Oh yea... and if you have (you should) a CI server with automated branch integration... you are only done if your commit in the DEV Branch merged with the current LIVE-Branch and causes no errors either. (Unit Tests, etc.)

hmmm... that's all I can remember right know from past companies/projects, which hasn't been mentioned in your list.

I hope that gave you some ideas ;-)



  • Code quality metrics is an interesting idea we haven't thought about yet. The rest (coding style, CI green after merge) is already part of "the obvious parts".
    – Tobias
    Commented Aug 22, 2012 at 16:32

In a TDD/BDD environment, the definition of "done" (technically "Code Complete", as Matt S's definition of "really 'done'" is correct) is pretty simple:

  • All automated tests pass (those automated tests should include new ones written for the story in question to verify the required functionality or behavior exists and works)
  • Code review passed (at least one senior dev on the team is content to let your work become part of the codebase, and that you didn't "cheat" or "hack" your way through the story)
  • Commit successful (including the build bot passing all automated tests, code coverage metrics, style cop checks, etc)

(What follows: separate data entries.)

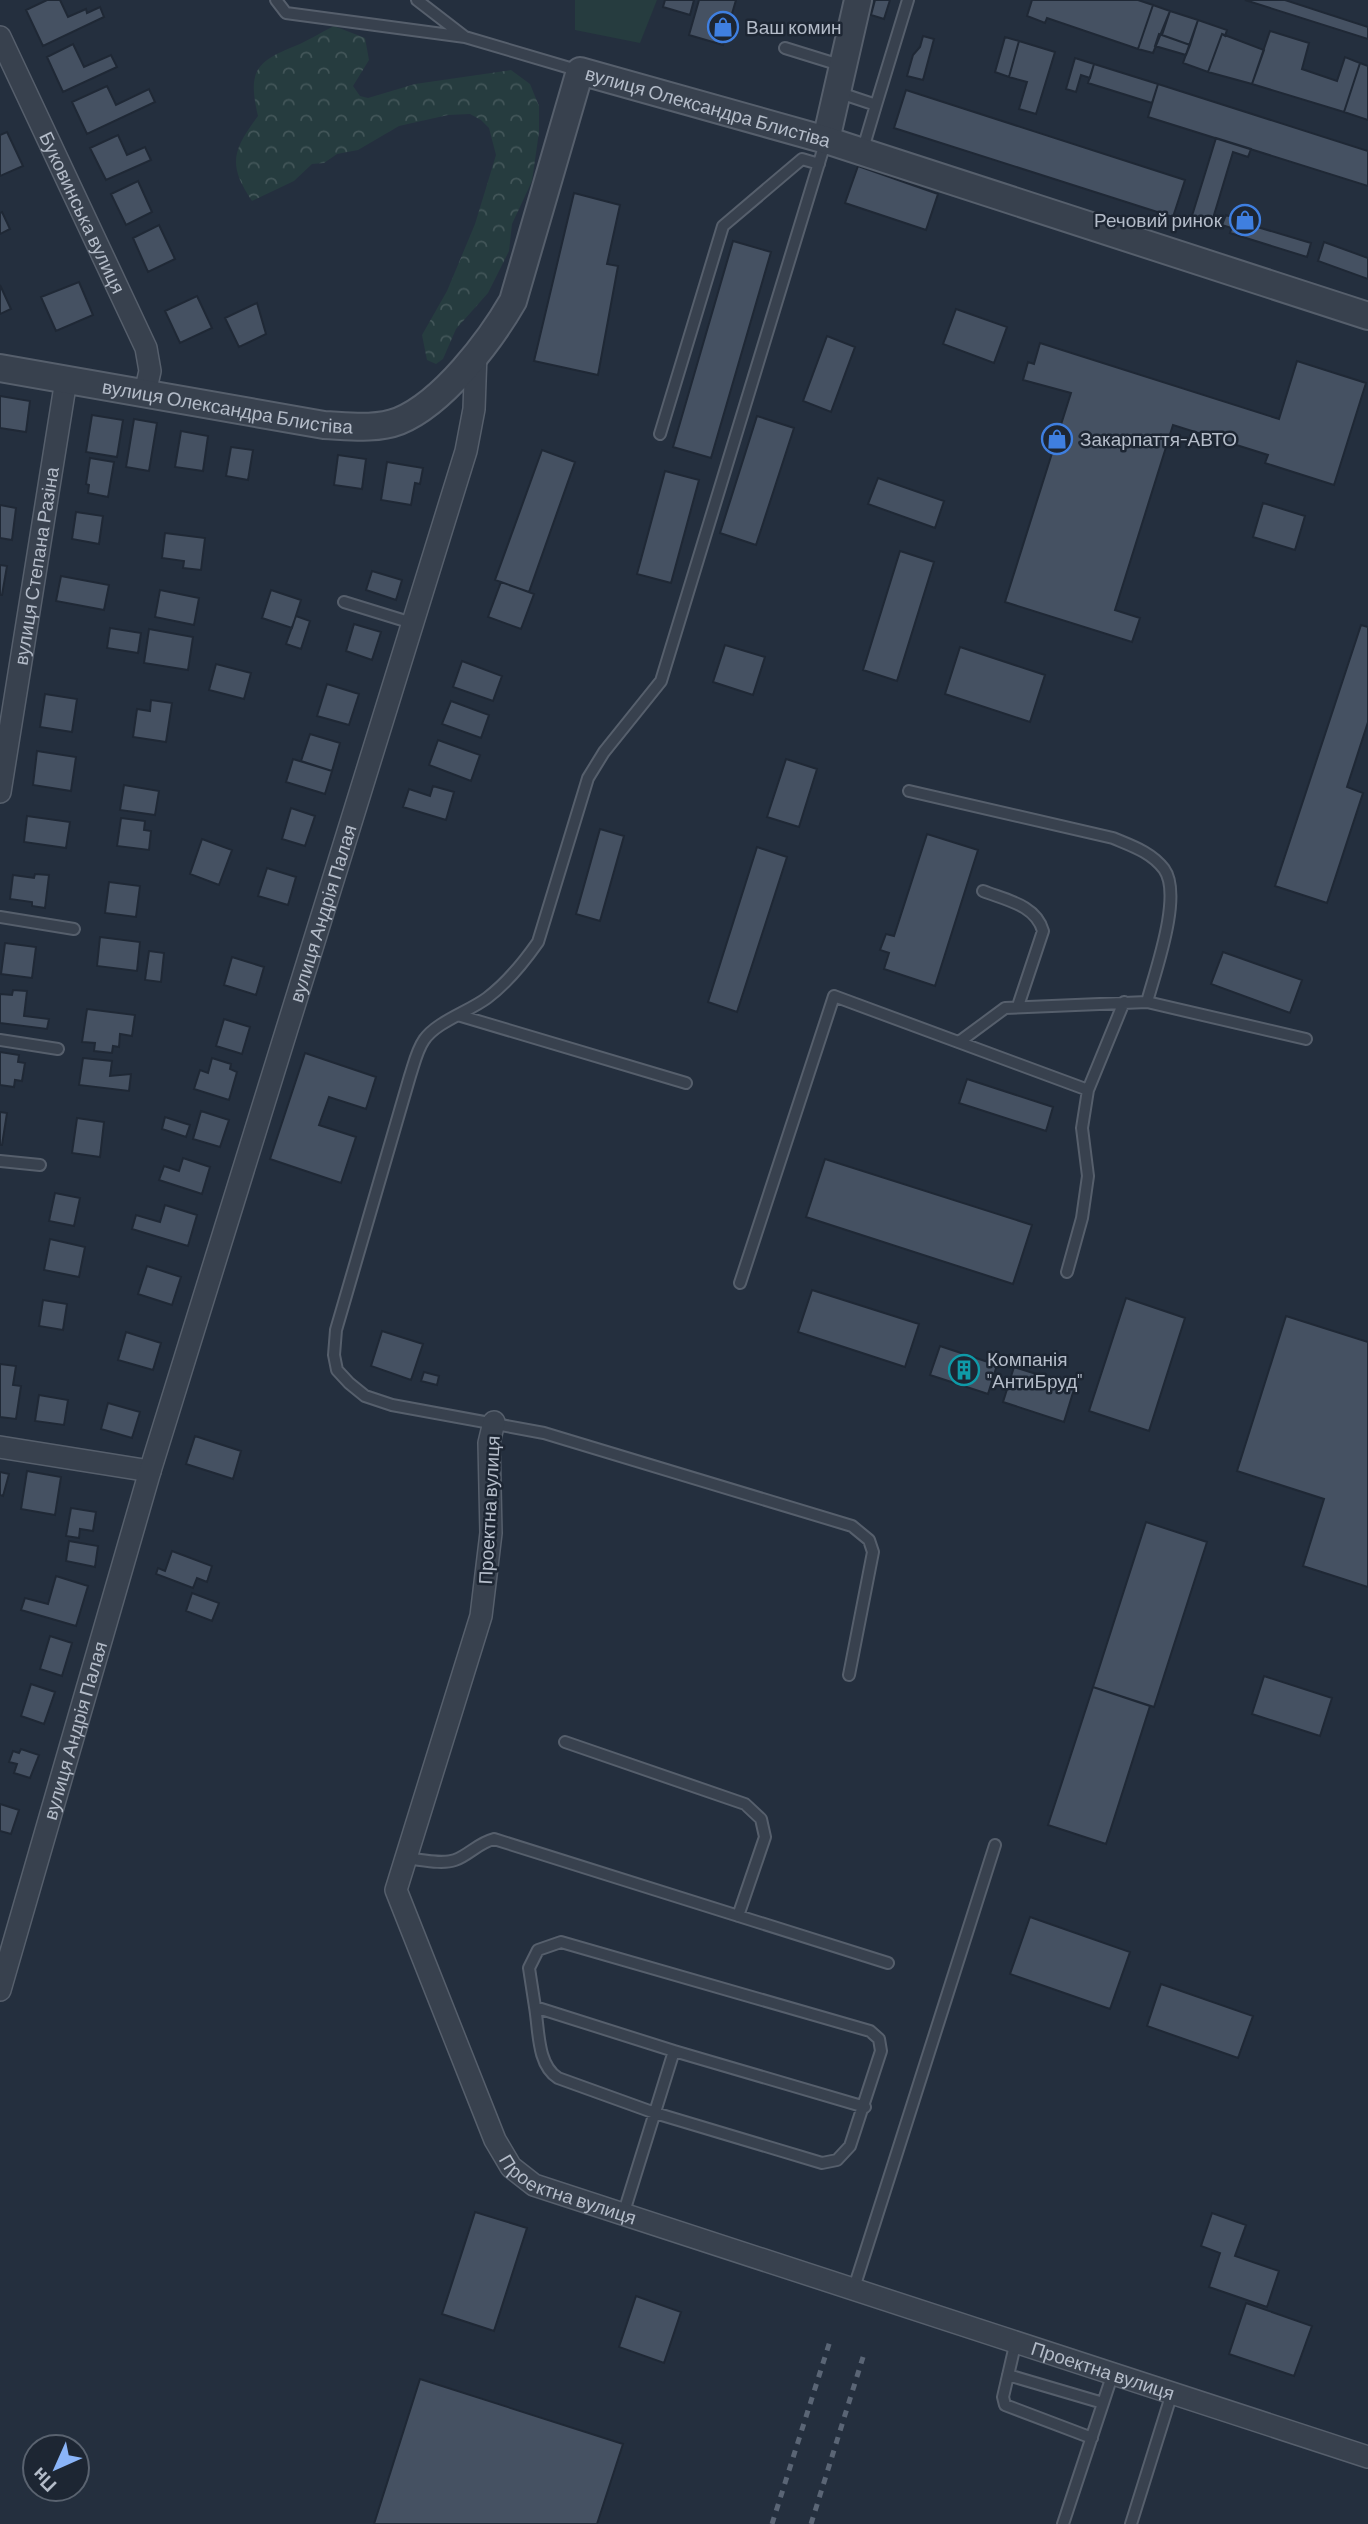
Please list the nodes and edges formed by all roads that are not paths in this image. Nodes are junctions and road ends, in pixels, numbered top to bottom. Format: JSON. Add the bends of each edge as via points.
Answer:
{"nodes":[{"id":1,"x":276,"y":0,"type":"edge"},
{"id":2,"x":417,"y":0,"type":"edge"},
{"id":3,"x":858,"y":0,"type":"edge"},
{"id":4,"x":908,"y":0,"type":"edge"},
{"id":5,"x":0,"y":37,"type":"edge"},
{"id":6,"x":465,"y":37,"type":"junction"},
{"id":7,"x":785,"y":48,"type":"dead end"},
{"id":8,"x":843,"y":66,"type":"junction"},
{"id":9,"x":580,"y":71,"type":"junction"},
{"id":10,"x":836,"y":92,"type":"junction"},
{"id":11,"x":876,"y":105,"type":"junction"},
{"id":12,"x":822,"y":152,"type":"junction"},
{"id":13,"x":862,"y":152,"type":"junction"},
{"id":14,"x":1368,"y":316,"type":"edge"},
{"id":15,"x":475,"y":353,"type":"junction"},
{"id":16,"x":0,"y":368,"type":"edge"},
{"id":17,"x":66,"y":380,"type":"junction"},
{"id":18,"x":145,"y":393,"type":"junction"},
{"id":19,"x":660,"y":435,"type":"dead end"},
{"id":20,"x":344,"y":602,"type":"dead end"},
{"id":21,"x":412,"y":623,"type":"junction"},
{"id":22,"x":0,"y":792,"type":"edge"},
{"id":23,"x":909,"y":792,"type":"dead end"},
{"id":24,"x":983,"y":891,"type":"dead end"},
{"id":25,"x":0,"y":917,"type":"edge"},
{"id":26,"x":74,"y":929,"type":"dead end"},
{"id":27,"x":1124,"y":1002,"type":"junction"},
{"id":28,"x":1147,"y":1002,"type":"junction"},
{"id":29,"x":1018,"y":1006,"type":"junction"},
{"id":30,"x":461,"y":1016,"type":"junction"},
{"id":31,"x":1306,"y":1039,"type":"dead end"},
{"id":32,"x":0,"y":1040,"type":"edge"},
{"id":33,"x":959,"y":1042,"type":"junction"},
{"id":34,"x":58,"y":1049,"type":"dead end"},
{"id":35,"x":686,"y":1083,"type":"dead end"},
{"id":36,"x":1088,"y":1090,"type":"junction"},
{"id":37,"x":0,"y":1161,"type":"edge"},
{"id":38,"x":40,"y":1166,"type":"dead end"},
{"id":39,"x":1067,"y":1272,"type":"dead end"},
{"id":40,"x":740,"y":1283,"type":"dead end"},
{"id":41,"x":494,"y":1422,"type":"junction"},
{"id":42,"x":0,"y":1447,"type":"edge"},
{"id":43,"x":150,"y":1471,"type":"junction"},
{"id":44,"x":849,"y":1675,"type":"dead end"},
{"id":45,"x":565,"y":1742,"type":"dead end"},
{"id":46,"x":995,"y":1845,"type":"dead end"},
{"id":47,"x":404,"y":1858,"type":"junction"},
{"id":48,"x":738,"y":1916,"type":"junction"},
{"id":49,"x":888,"y":1963,"type":"dead end"},
{"id":50,"x":0,"y":1990,"type":"edge"},
{"id":51,"x":535,"y":2007,"type":"junction"},
{"id":52,"x":674,"y":2051,"type":"junction"},
{"id":53,"x":864,"y":2107,"type":"junction"},
{"id":54,"x":655,"y":2113,"type":"junction"},
{"id":55,"x":623,"y":2215,"type":"junction"},
{"id":56,"x":853,"y":2291,"type":"junction"},
{"id":57,"x":1016,"y":2341,"type":"junction"},
{"id":58,"x":1113,"y":2373,"type":"junction"},
{"id":59,"x":1008,"y":2375,"type":"junction"},
{"id":60,"x":1172,"y":2393,"type":"junction"},
{"id":61,"x":1103,"y":2403,"type":"junction"},
{"id":62,"x":1092,"y":2438,"type":"junction"},
{"id":63,"x":1368,"y":2457,"type":"edge"},
{"id":64,"x":1063,"y":2524,"type":"edge"},
{"id":65,"x":1130,"y":2524,"type":"edge"}],
"edges":[{"from":1,"to":6,"type":"lane","via":[[286,13]]},
{"from":2,"to":6,"type":"lane"},
{"from":3,"to":8,"type":"street"},
{"from":4,"to":11,"type":"lane"},
{"from":5,"to":18,"type":"street","name":"Буковинська вулиця","via":[[146,348],[150,371]]},
{"from":6,"to":9,"type":"lane"},
{"from":7,"to":8,"type":"lane"},
{"from":8,"to":10,"type":"street"},
{"from":9,"to":12,"type":"street","name":"вулиця Олександра Блистіва"},
{"from":9,"to":15,"type":"street","name":"вулиця Олександра Блистіва","via":[[520,282],[501,322]]},
{"from":10,"to":11,"type":"lane"},
{"from":10,"to":12,"type":"street"},
{"from":11,"to":13,"type":"lane"},
{"from":12,"to":13,"type":"street","name":"вулиця Олександра Блистіва"},
{"from":12,"to":19,"type":"lane","via":[[802,159],[723,226]]},
{"from":12,"to":30,"type":"lane","via":[[661,681],[588,778],[538,942],[489,996]]},
{"from":13,"to":14,"type":"street","name":"вулиця Олександра Блистіва"},
{"from":15,"to":18,"type":"street","name":"вулиця Олександра Блистіва","via":[[411,414],[376,426],[324,425]]},
{"from":15,"to":21,"type":"street","name":"вулиця Андрія Палая","via":[[476,389],[466,452]]},
{"from":16,"to":17,"type":"street","name":"вулиця Олександра Блистіва"},
{"from":17,"to":18,"type":"street","name":"вулиця Олександра Блистіва"},
{"from":17,"to":22,"type":"street","name":"вулиця Степана Разіна"},
{"from":20,"to":21,"type":"lane"},
{"from":21,"to":43,"type":"street","name":"вулиця Андрія Палая"},
{"from":23,"to":28,"type":"lane","via":[[1113,838],[1145,851],[1166,871],[1172,900]]},
{"from":24,"to":29,"type":"lane","via":[[1031,910],[1044,931]]},
{"from":25,"to":26,"type":"lane"},
{"from":27,"to":28,"type":"lane"},
{"from":27,"to":29,"type":"lane"},
{"from":27,"to":36,"type":"lane"},
{"from":28,"to":31,"type":"lane"},
{"from":29,"to":33,"type":"lane","via":[[995,1013]]},
{"from":30,"to":35,"type":"lane"},
{"from":30,"to":41,"type":"lane","via":[[423,1041],[345,1293],[334,1354],[337,1370],[365,1396]]},
{"from":32,"to":34,"type":"lane"},
{"from":33,"to":36,"type":"lane"},
{"from":33,"to":40,"type":"lane","via":[[834,996]]},
{"from":36,"to":39,"type":"lane","via":[[1082,1128],[1088,1176]]},
{"from":37,"to":38,"type":"lane"},
{"from":41,"to":44,"type":"lane","via":[[544,1433],[852,1527],[869,1540],[873,1552]]},
{"from":41,"to":47,"type":"street","name":"Проектна вулиця","via":[[489,1443],[491,1533],[481,1616]]},
{"from":42,"to":43,"type":"street"},
{"from":43,"to":50,"type":"street","name":"вулиця Андрія Палая"},
{"from":45,"to":48,"type":"lane","via":[[745,1804],[761,1819],[765,1837]]},
{"from":46,"to":56,"type":"lane"},
{"from":47,"to":48,"type":"lane","via":[[448,1862],[494,1839]]},
{"from":47,"to":55,"type":"street","name":"Проектна вулиця","via":[[397,1879],[399,1900],[495,2140],[511,2167],[534,2185]]},
{"from":48,"to":49,"type":"lane"},
{"from":51,"to":52,"type":"lane"},
{"from":51,"to":53,"type":"lane","via":[[529,1968],[538,1950],[561,1942],[870,2031],[879,2039],[881,2051]]},
{"from":51,"to":54,"type":"lane","via":[[549,2073]]},
{"from":52,"to":53,"type":"lane"},
{"from":52,"to":54,"type":"lane"},
{"from":53,"to":54,"type":"lane","via":[[850,2146],[837,2160],[822,2163]]},
{"from":54,"to":55,"type":"lane"},
{"from":55,"to":56,"type":"street","name":"Проектна вулиця"},
{"from":56,"to":57,"type":"street","name":"Проектна вулиця"},
{"from":57,"to":58,"type":"street","name":"Проектна вулиця"},
{"from":57,"to":59,"type":"lane"},
{"from":58,"to":60,"type":"street","name":"Проектна вулиця"},
{"from":58,"to":61,"type":"lane"},
{"from":59,"to":61,"type":"lane"},
{"from":59,"to":62,"type":"lane","via":[[1003,2397],[1011,2409]]},
{"from":60,"to":63,"type":"street","name":"Проектна вулиця"},
{"from":60,"to":65,"type":"lane"},
{"from":61,"to":62,"type":"lane"},
{"from":62,"to":64,"type":"lane"}]}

At this point, you can move on. These three points are critical, but they're all that the average team coder must be concerned with. Written or unwritten, they are inviolable in a TDD environment. Documentation, when the coders are the ones doing the documenting, is an additional point. In my last Agile team, documentation was handled by the BAs/QAs; they knew what the client wanted, had run the UATs, and thus were best able to document the new feature in a way that was meaningful to the client, so documentation was not part of the coder's definition of "done", though it was part of the team's definition.